Table of Contents Author Guidelines Submit a Manuscript
Mobile Information Systems
Volume 2015, Article ID 971538, 11 pages
http://dx.doi.org/10.1155/2015/971538
Research Article

Power Saving Scheduling Scheme for Internet of Things over LTE/LTE-Advanced Networks

Department of Computer Science and Information Engineering, National Central University, No. 300, Jhongda Road, Jhongli, Taoyuan County 32001, Taiwan

Received 1 October 2015; Accepted 1 December 2015

Academic Editor: Jong-Hyouk Lee

Copyright © 2015 Yen-Wei Kuo and Li-Der Chou. This is an open access article distributed under the Creative Commons Attribution License, which permits unrestricted use, distribution, and reproduction in any medium, provided the original work is properly cited.

Abstract

The devices of Internet of Things (IoT) will grow rapidly in the near future, and the power consumption and radio spectrum management will become the most critical issues in the IoT networks. Long Term Evolution (LTE) technology will become a promising technology used in IoT networks due to its flat architecture, all-IP network, and greater spectrum efficiency. The 3rd Generation Partnership Project (3GPP) specified the Discontinuous Reception (DRX) to reduce device’s power consumption. However, the DRX may pose unexpected communication delay due to missing Physical Downlink Control Channel (PDCCH) information in sleep mode.
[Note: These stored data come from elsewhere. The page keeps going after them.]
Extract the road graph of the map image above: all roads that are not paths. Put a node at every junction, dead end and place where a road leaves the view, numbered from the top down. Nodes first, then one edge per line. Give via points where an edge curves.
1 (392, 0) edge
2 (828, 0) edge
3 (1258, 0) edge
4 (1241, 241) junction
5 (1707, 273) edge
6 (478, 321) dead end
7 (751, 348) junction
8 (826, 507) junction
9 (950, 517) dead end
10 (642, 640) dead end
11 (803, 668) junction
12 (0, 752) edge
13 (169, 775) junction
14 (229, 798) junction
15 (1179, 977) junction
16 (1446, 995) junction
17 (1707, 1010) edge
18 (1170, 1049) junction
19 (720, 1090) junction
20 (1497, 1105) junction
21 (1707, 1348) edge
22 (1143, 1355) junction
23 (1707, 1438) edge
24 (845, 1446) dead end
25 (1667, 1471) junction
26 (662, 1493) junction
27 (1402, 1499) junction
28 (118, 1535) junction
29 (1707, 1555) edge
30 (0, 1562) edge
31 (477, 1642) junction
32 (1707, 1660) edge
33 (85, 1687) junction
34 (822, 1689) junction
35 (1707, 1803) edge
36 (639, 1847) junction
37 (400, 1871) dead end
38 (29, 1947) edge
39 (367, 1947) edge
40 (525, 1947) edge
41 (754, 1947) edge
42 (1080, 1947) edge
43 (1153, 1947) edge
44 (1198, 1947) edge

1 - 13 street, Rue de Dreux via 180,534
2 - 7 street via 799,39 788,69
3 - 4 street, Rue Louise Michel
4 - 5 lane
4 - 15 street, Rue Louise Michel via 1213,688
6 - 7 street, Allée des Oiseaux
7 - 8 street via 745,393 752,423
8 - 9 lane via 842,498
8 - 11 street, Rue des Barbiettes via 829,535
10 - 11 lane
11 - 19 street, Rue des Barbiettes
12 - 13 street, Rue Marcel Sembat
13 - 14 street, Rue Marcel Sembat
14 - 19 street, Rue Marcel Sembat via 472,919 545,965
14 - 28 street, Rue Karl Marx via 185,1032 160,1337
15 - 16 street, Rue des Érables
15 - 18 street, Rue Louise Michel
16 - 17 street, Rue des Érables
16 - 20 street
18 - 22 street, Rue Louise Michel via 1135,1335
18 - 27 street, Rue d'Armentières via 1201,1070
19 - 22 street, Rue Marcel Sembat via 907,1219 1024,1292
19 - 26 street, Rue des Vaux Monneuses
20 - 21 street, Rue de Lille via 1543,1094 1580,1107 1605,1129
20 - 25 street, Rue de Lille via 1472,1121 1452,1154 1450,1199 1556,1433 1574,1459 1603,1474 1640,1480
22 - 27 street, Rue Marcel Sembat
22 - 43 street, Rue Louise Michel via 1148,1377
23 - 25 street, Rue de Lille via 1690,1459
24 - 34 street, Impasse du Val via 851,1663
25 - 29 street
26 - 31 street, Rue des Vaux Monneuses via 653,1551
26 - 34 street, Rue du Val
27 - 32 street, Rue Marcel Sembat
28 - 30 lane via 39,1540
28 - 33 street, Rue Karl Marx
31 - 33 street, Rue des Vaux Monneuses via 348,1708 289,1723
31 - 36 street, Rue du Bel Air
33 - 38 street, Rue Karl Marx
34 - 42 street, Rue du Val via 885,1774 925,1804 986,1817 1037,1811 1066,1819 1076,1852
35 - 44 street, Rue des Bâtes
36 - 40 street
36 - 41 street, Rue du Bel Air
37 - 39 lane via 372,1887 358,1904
Recent studies mainly focus on optimizing DRX parameters to manage the tradeoff between the energy consumption and communication latency. In this paper, we proposed a fuzzy-based power saving scheduling scheme for IoT over the LTE/LTE-Advanced networks to deal with the issues of the radio resource management and power consumption from the scheduling and resource allocation perspective. The proposed scheme considers not only individual IoT device’s real-time requirement but also the overall network performance. The simulation results show that our proposed scheme can meet the requirements of the DRX cycle and scheduling latency and can save about half of energy consumption for IoT devices compared to conventional approaches.